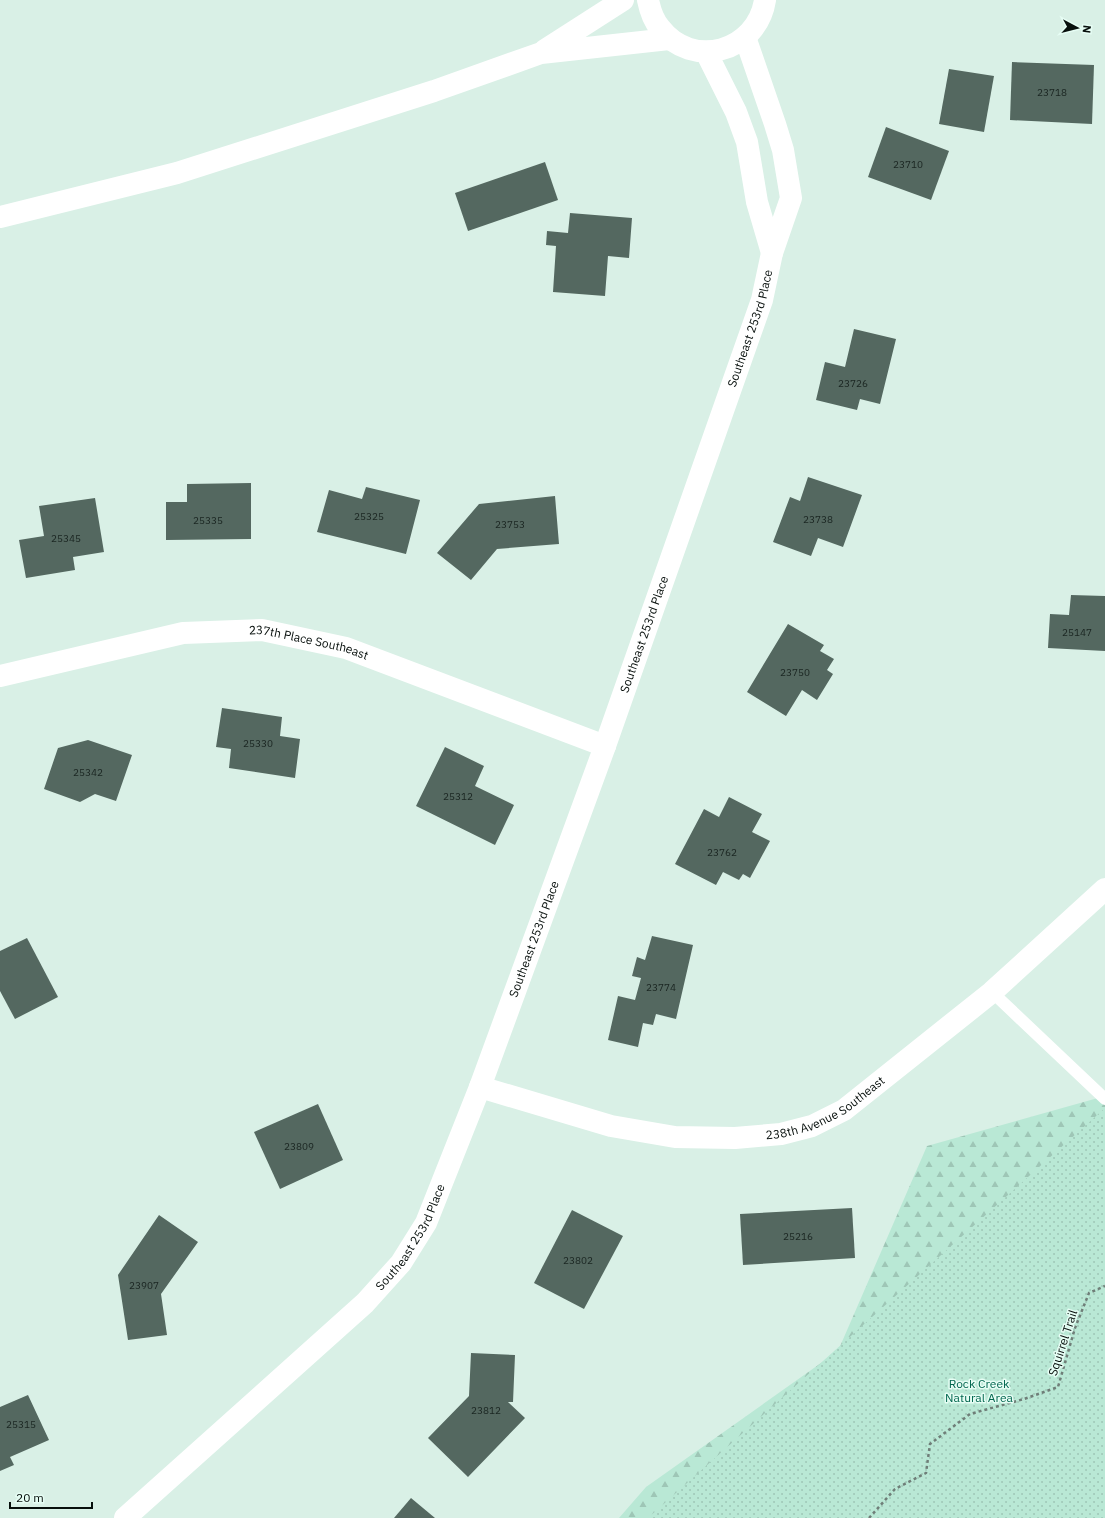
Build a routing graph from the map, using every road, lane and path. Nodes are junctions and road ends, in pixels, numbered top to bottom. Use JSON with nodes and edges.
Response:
{"nodes":[{"id":1,"x":623,"y":0,"type":"edge"},
{"id":2,"x":648,"y":0,"type":"edge"},
{"id":3,"x":765,"y":0,"type":"edge"},
{"id":4,"x":745,"y":37,"type":"junction"},
{"id":5,"x":670,"y":39,"type":"junction"},
{"id":6,"x":706,"y":52,"type":"junction"},
{"id":7,"x":541,"y":53,"type":"junction"},
{"id":8,"x":0,"y":217,"type":"edge"},
{"id":9,"x":772,"y":253,"type":"junction"},
{"id":10,"x":0,"y":676,"type":"edge"},
{"id":11,"x":605,"y":746,"type":"junction"},
{"id":12,"x":1105,"y":889,"type":"edge"},
{"id":13,"x":992,"y":992,"type":"junction"},
{"id":14,"x":480,"y":1087,"type":"junction"},
{"id":15,"x":1105,"y":1099,"type":"edge"},
{"id":16,"x":1105,"y":1286,"type":"edge"},
{"id":17,"x":125,"y":1518,"type":"edge"},
{"id":18,"x":869,"y":1518,"type":"edge"}],
"edges":[{"from":1,"to":7,"type":"street"},
{"from":2,"to":5,"type":"street"},
{"from":3,"to":4,"type":"street"},
{"from":4,"to":6,"type":"street"},
{"from":4,"to":9,"type":"street","name":"Southeast 253rd Place"},
{"from":5,"to":6,"type":"street"},
{"from":5,"to":7,"type":"street"},
{"from":6,"to":9,"type":"street","name":"Southeast 253rd Place"},
{"from":7,"to":8,"type":"street"},
{"from":9,"to":11,"type":"street","name":"Southeast 253rd Place"},
{"from":10,"to":11,"type":"street","name":"237th Place Southeast"},
{"from":11,"to":14,"type":"street","name":"Southeast 253rd Place"},
{"from":12,"to":13,"type":"street","name":"238th Avenue Southeast"},
{"from":13,"to":14,"type":"street","name":"238th Avenue Southeast"},
{"from":13,"to":15,"type":"lane"},
{"from":14,"to":17,"type":"street","name":"Southeast 253rd Place"},
{"from":16,"to":18,"type":"path","name":"Squirrel Trail"}]}
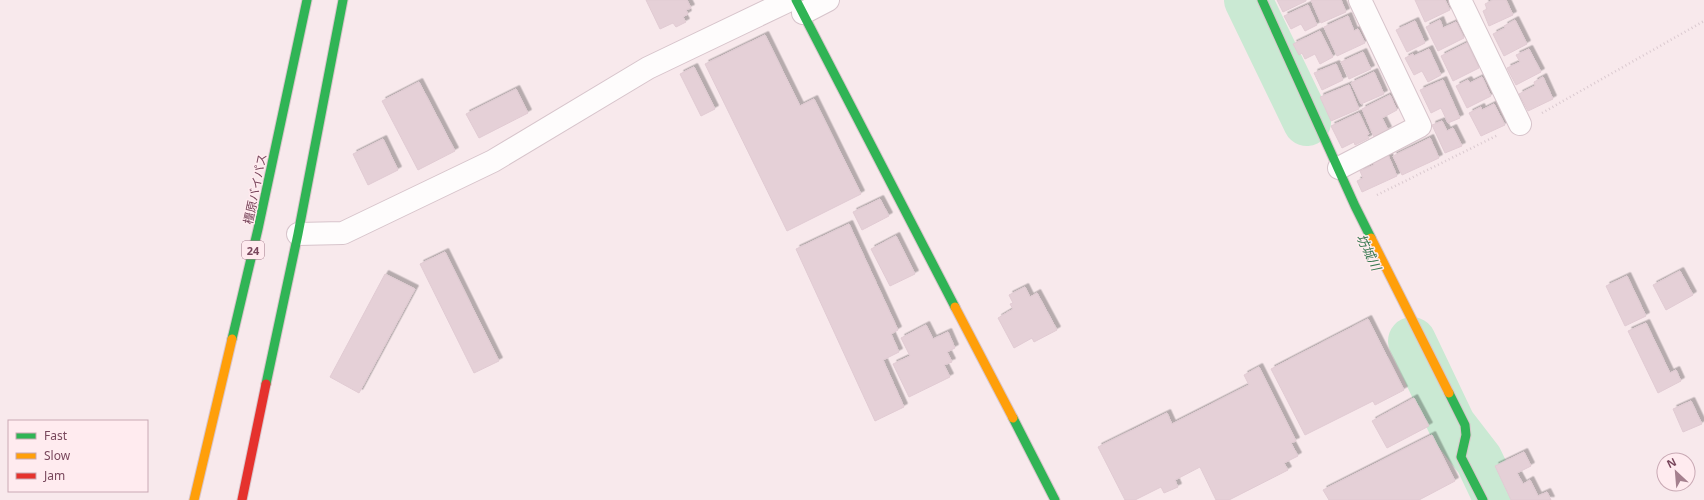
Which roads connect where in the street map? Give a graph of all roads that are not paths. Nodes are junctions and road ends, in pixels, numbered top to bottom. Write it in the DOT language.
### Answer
graph roads {
  1 [pos="308,0"];
  2 [pos="343,0"];
  3 [pos="828,0"];
  4 [pos="1262,0"];
  5 [pos="1360,0"];
  6 [pos="1460,0"];
  7 [pos="796,4"];
  8 [pos="1520,124"];
  9 [pos="1339,168"];
  10 [pos="298,234"];
  11 [pos="194,500"];
  12 [pos="242,500"];
  13 [pos="1055,500"];
  14 [pos="1482,500"];
  1 -- 11 [label="main road, 橿原バイパス / 24"];
  2 -- 10 [label="main road"];
  3 -- 7 [label="street"];
  4 -- 9 [label="main road"];
  5 -- 9 [label="street"];
  6 -- 8 [label="street"];
  7 -- 10 [label="street"];
  7 -- 13 [label="main road"];
  9 -- 14 [label="main road"];
  10 -- 12 [label="main road"];
}
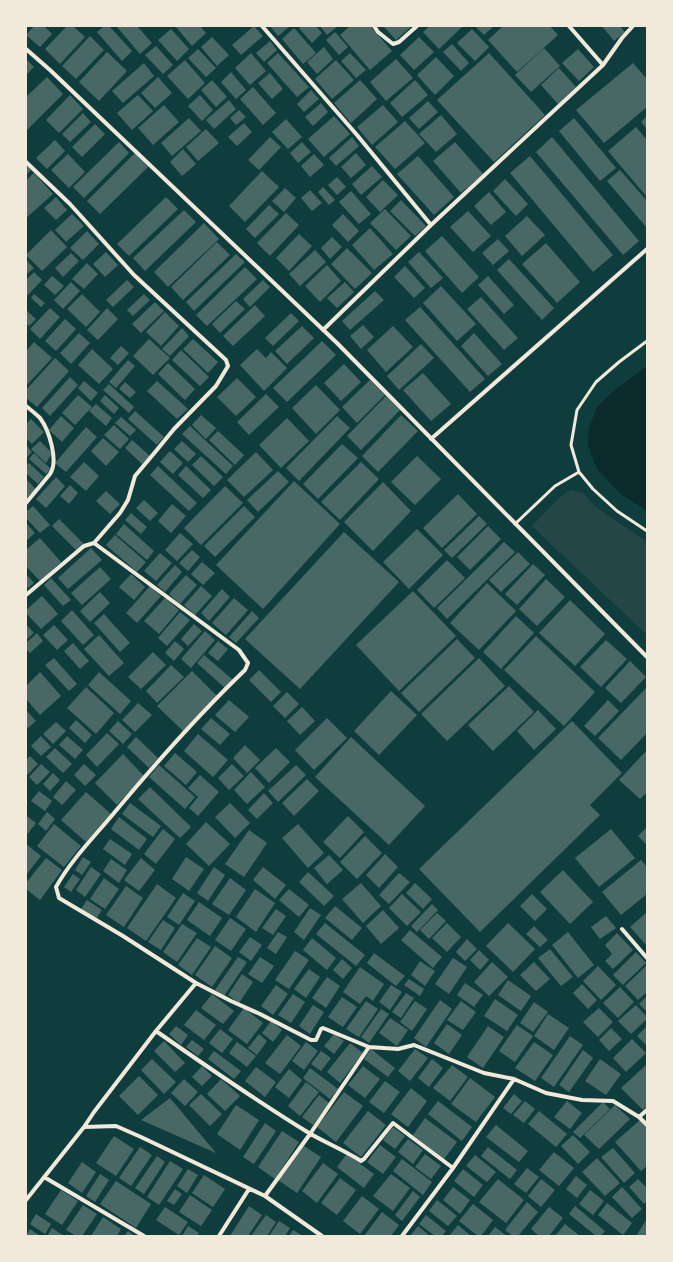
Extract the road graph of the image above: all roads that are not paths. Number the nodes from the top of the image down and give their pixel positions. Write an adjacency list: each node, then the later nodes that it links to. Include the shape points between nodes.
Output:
1 (262, 26): 9 (street)
2 (374, 26): 3 (street, via 393,44)
3 (417, 26)
4 (569, 26): 7 (street)
5 (633, 26): 7 (street)
6 (26, 49): 11 (street)
7 (603, 65): 9 (street)
8 (26, 162): 19 (street, via 70,204 134,275 226,360 228,366 216,386 174,429 134,476 128,500)
9 (431, 225): 11 (street)
10 (647, 249): 14 (street)
11 (323, 330): 14 (street)
12 (647, 341): 15 (lane, via 596,382 577,410 571,445)
13 (26, 406): 16 (street, via 41,420 53,453 53,470)
14 (431, 439): 17 (street)
15 (579, 472): 17 (lane, via 555,486); 18 (lane, via 617,511)
16 (26, 502)
17 (515, 524): 21 (street)
18 (647, 531)
19 (94, 543): 20 (street, via 84,546); 24 (street, via 240,650 248,663 245,670 138,784 77,857 56,888 59,898)
20 (26, 595)
21 (647, 657)
22 (622, 929): 23 (street)
23 (647, 958)
24 (196, 983): 25 (street); 26 (street, via 311,1040 316,1040 321,1029 325,1028)
25 (156, 1031): 31 (street); 32 (street)
26 (369, 1047): 27 (street, via 398,1049 414,1045 484,1073); 32 (street)
27 (514, 1080): 29 (street, via 546,1093 582,1100 613,1100); 33 (street)
28 (647, 1110): 29 (street)
29 (639, 1117): 30 (street)
30 (647, 1125)
31 (84, 1127): 34 (street); 35 (street, via 116,1126)
32 (310, 1134): 33 (street, via 361,1161 393,1123); 36 (street)
33 (453, 1168): 41 (street)
34 (44, 1177): 37 (street); 38 (street)
35 (249, 1189): 36 (street); 39 (street)
36 (265, 1196): 40 (street)
37 (26, 1200)
38 (144, 1236)
39 (219, 1236)
40 (322, 1236)
41 (402, 1236)

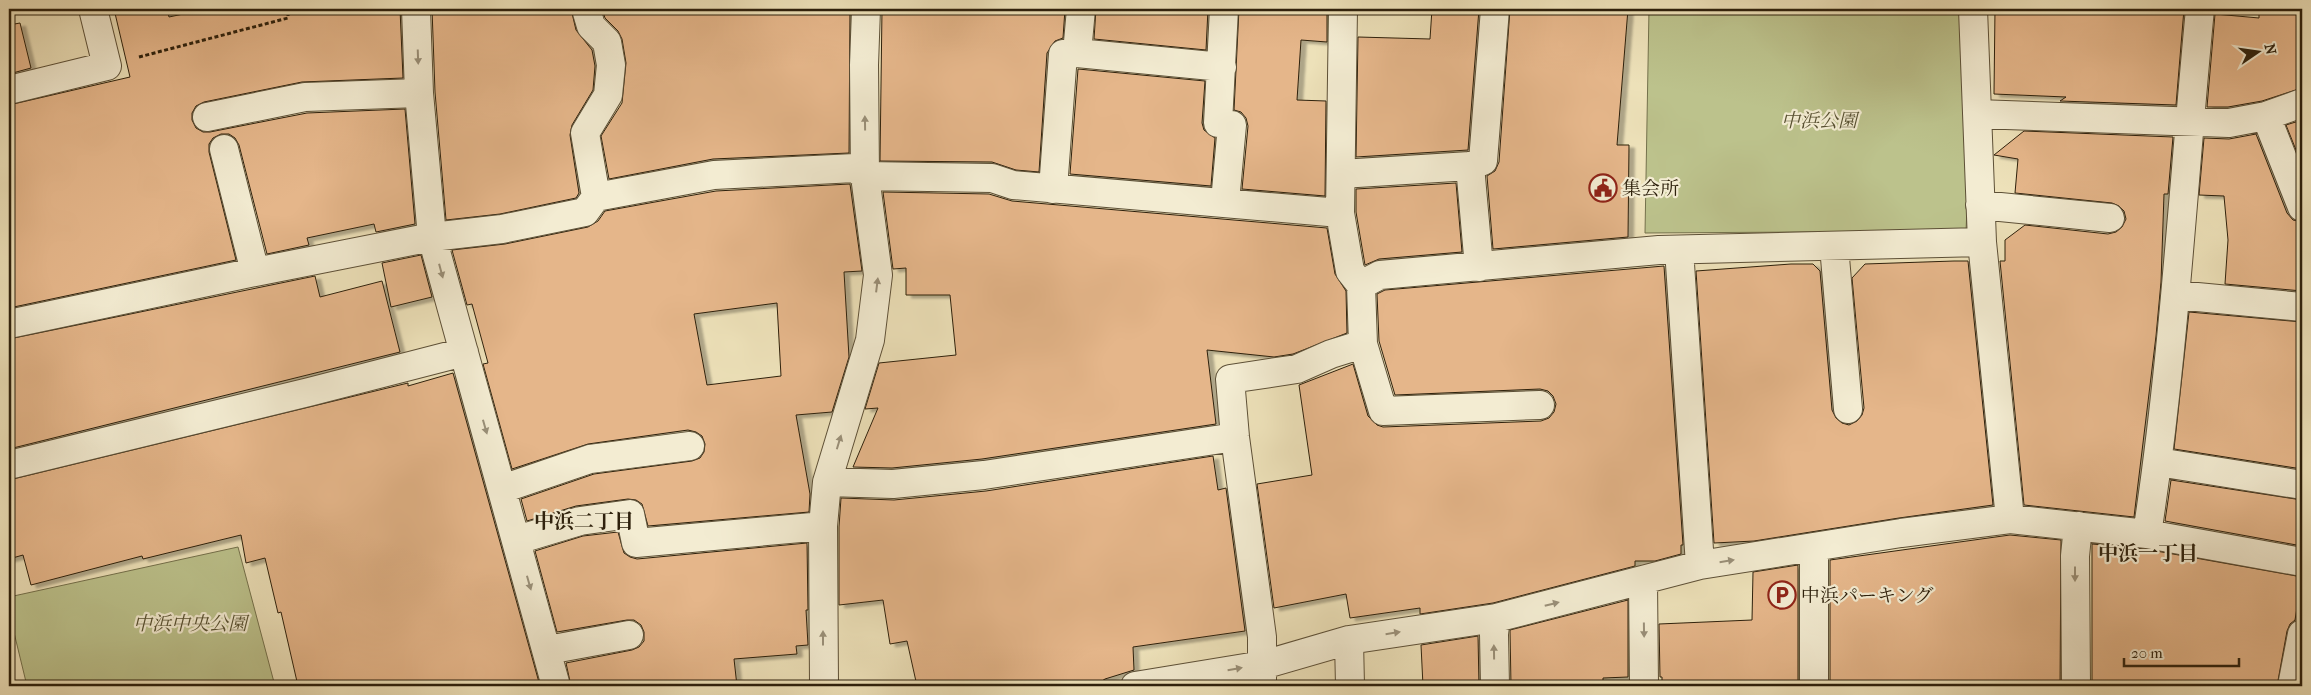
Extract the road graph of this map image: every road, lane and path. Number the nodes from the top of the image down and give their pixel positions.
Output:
◆ ◆ ◆
[Exercise prompt]: The range runs from the line with "Extract the road graph of this" to the last line of the entries above, both included. Restate it word for word.

[Solution]:
Extract the road graph of this map image: every road, lane and path. Number the nodes from the top of the image down and give their pixel positions.
Output:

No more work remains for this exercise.